(How to complete this task):
Consider the data that follows and state how many lines contain the string "東京湾岸道路", using the number alone.

(Source records):
________

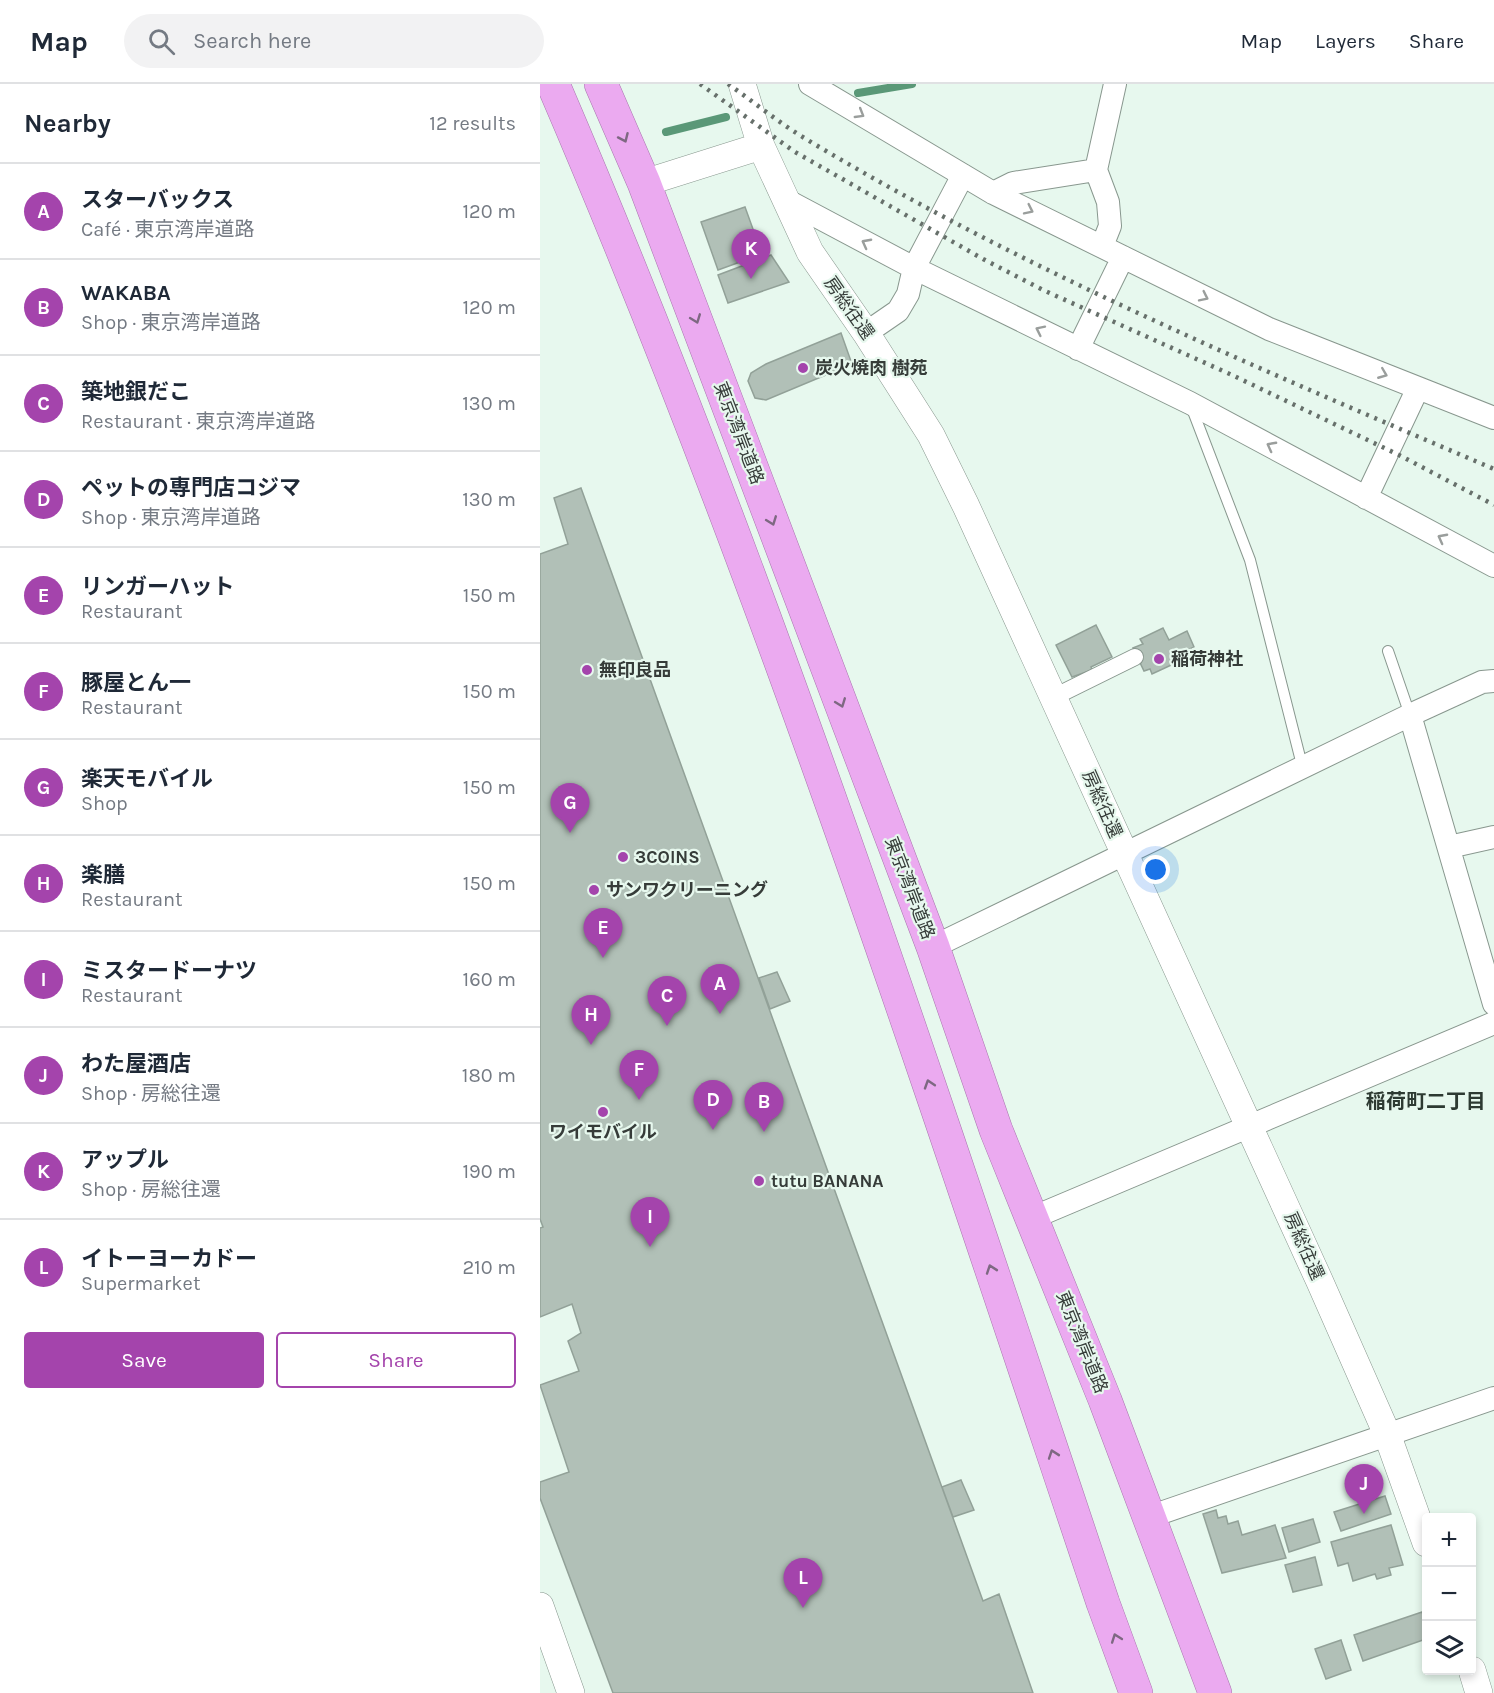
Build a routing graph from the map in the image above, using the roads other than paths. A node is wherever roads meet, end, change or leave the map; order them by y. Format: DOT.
graph roads {
  1 [pos="553,84"];
  2 [pos="601,84"];
  3 [pos="742,84"];
  4 [pos="810,84"];
  5 [pos="1115,84"];
  6 [pos="761,146"];
  7 [pos="1096,170"];
  8 [pos="963,175"];
  9 [pos="644,183"];
  10 [pos="993,193"];
  11 [pos="786,200"];
  12 [pos="1102,246"];
  13 [pos="1123,256"];
  14 [pos="914,268"];
  15 [pos="866,333"];
  16 [pos="1078,349"];
  17 [pos="1418,388"];
  18 [pos="1190,403"];
  19 [pos="1494,418"];
  20 [pos="1366,498"];
  21 [pos="1494,566"];
  22 [pos="1388,651"];
  23 [pos="1135,657"];
  24 [pos="1494,681"];
  25 [pos="1054,697"];
  26 [pos="1410,715"];
  27 [pos="1303,769"];
  28 [pos="1494,837"];
  29 [pos="1449,847"];
  30 [pos="1125,854"];
  31 [pos="933,947"];
  32 [pos="1494,1004"];
  33 [pos="1494,1023"];
  34 [pos="1249,1125"];
  35 [pos="1032,1218"];
  36 [pos="1494,1398"];
  37 [pos="1387,1434"];
  38 [pos="1149,1517"];
  39 [pos="1422,1532"];
  40 [pos="540,1606"];
  41 [pos="1474,1675"];
  42 [pos="571,1693"];
  43 [pos="1136,1693"];
  44 [pos="1215,1693"];
  45 [pos="1479,1693"];
  43 -- 1 [label="highway, one-way"];
  2 -- 9 [label="highway, 東京湾岸道路, one-way"];
  3 -- 6 [label="street, 房総往還"];
  4 -- 8 [label="street, one-way"];
  5 -- 7 [label="street"];
  6 -- 9 [label="street"];
  6 -- 11 [label="street, 房総往還"];
  7 -- 10 [label="street"];
  7 -- 12 [label="street"];
  8 -- 10 [label="street"];
  8 -- 14 [label="street"];
  9 -- 31 [label="highway, 東京湾岸道路, one-way"];
  10 -- 12 [label="street, one-way"];
  14 -- 11 [label="street, one-way"];
  11 -- 15 [label="street, 房総往還"];
  12 -- 13 [label="street"];
  13 -- 16 [label="street"];
  13 -- 17 [label="street, one-way"];
  14 -- 15 [label="street"];
  16 -- 14 [label="street, one-way"];
  15 -- 25 [label="street, 房総往還"];
  16 -- 18 [label="street"];
  17 -- 19 [label="street"];
  17 -- 20 [label="street"];
  20 -- 18 [label="street, one-way"];
  18 -- 27 [label="lane"];
  21 -- 20 [label="street, one-way"];
  22 -- 26 [label="lane"];
  23 -- 25 [label="street"];
  24 -- 26 [label="street"];
  25 -- 30 [label="street, 房総往還"];
  26 -- 27 [label="street"];
  26 -- 29 [label="street"];
  27 -- 30 [label="street"];
  28 -- 29 [label="street"];
  29 -- 32 [label="street"];
  30 -- 31 [label="street"];
  30 -- 34 [label="street, 房総往還"];
  31 -- 35 [label="highway, 東京湾岸道路"];
  33 -- 34 [label="street"];
  34 -- 35 [label="street"];
  34 -- 37 [label="street, 房総往還"];
  35 -- 38 [label="highway, 東京湾岸道路"];
  36 -- 37 [label="street"];
  37 -- 38 [label="street"];
  37 -- 39 [label="street, 房総往還"];
  38 -- 44 [label="highway, 東京湾岸道路"];
  40 -- 42 [label="street"];
  41 -- 45 [label="street"];
}
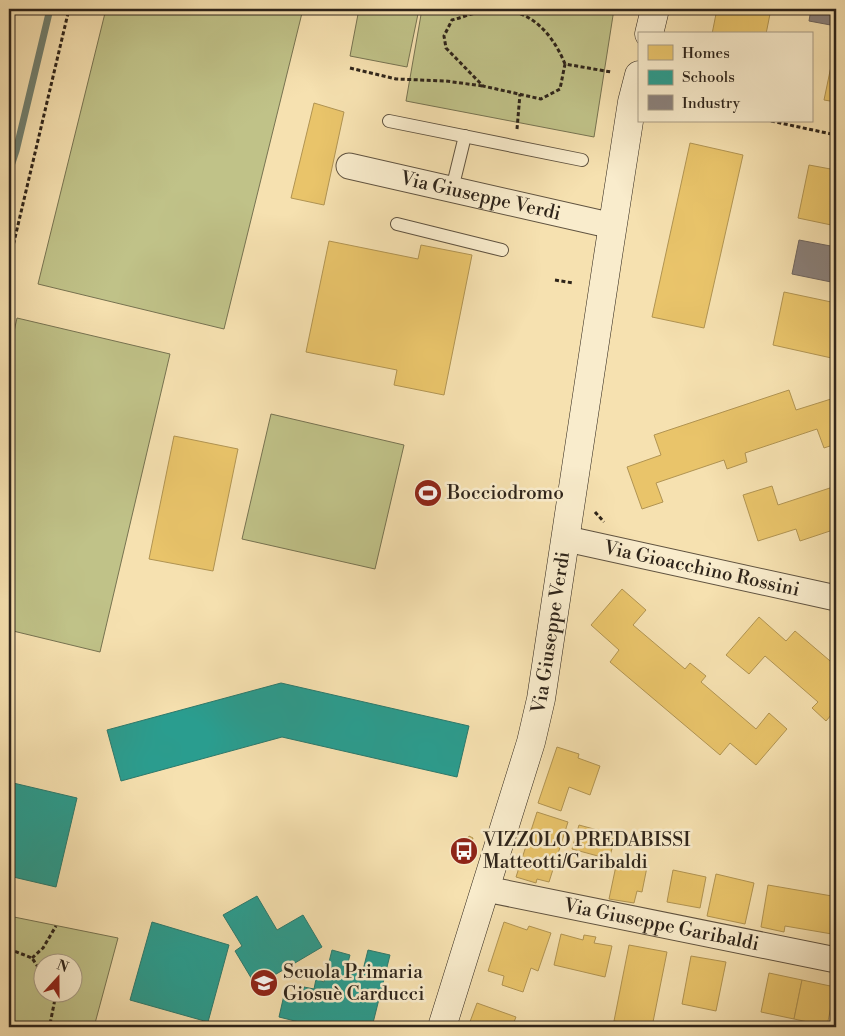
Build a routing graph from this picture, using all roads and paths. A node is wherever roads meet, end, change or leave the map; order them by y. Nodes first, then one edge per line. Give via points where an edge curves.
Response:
1 (69, 9) edge
2 (655, 9) edge
3 (649, 32) edge
4 (566, 64) junction
5 (350, 68) dead end
6 (611, 72) dead end
7 (638, 79) edge
8 (484, 86) junction
9 (520, 94) junction
10 (389, 121) dead end
11 (775, 122) edge
12 (836, 135) edge
13 (465, 136) junction
14 (516, 147) junction
15 (582, 160) dead end
16 (350, 166) dead end
17 (452, 189) junction
18 (397, 224) dead end
19 (613, 226) junction
20 (502, 250) dead end
21 (9, 263) edge
22 (555, 280) dead end
23 (573, 283) dead end
24 (589, 505) dead end
25 (609, 527) dead end
26 (566, 539) junction
27 (836, 598) edge
28 (486, 889) junction
29 (56, 926) dead end
30 (9, 949) edge
31 (36, 954) edge
32 (32, 958) edge
33 (836, 960) edge
34 (54, 1004) edge
35 (51, 1026) edge
36 (45, 1027) edge
37 (442, 1027) edge

1 - 21 path
2 - 3 street
4 - 6 path
4 - 8 path via 549,32 534,19 490,10 452,20 444,36 446,48
4 - 9 path via 560,89 541,99
5 - 8 path via 396,79
7 - 19 street, Via Giuseppe Verdi
8 - 9 path
9 - 14 path
10 - 13 lane
11 - 12 path
13 - 14 lane
13 - 17 lane
14 - 15 lane
16 - 17 street, Via Giuseppe Verdi
17 - 19 street, Via Giuseppe Verdi
18 - 20 lane
19 - 26 street, Via Giuseppe Verdi
22 - 23 path
24 - 25 path
26 - 27 street, Via Gioacchino Rossini
26 - 28 street, Via Giuseppe Verdi via 537,720
28 - 33 street, Via Giuseppe Garibaldi
28 - 37 street, Via Giuseppe Verdi
29 - 31 path
30 - 32 path
34 - 35 path
35 - 36 path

________

(Response area):
5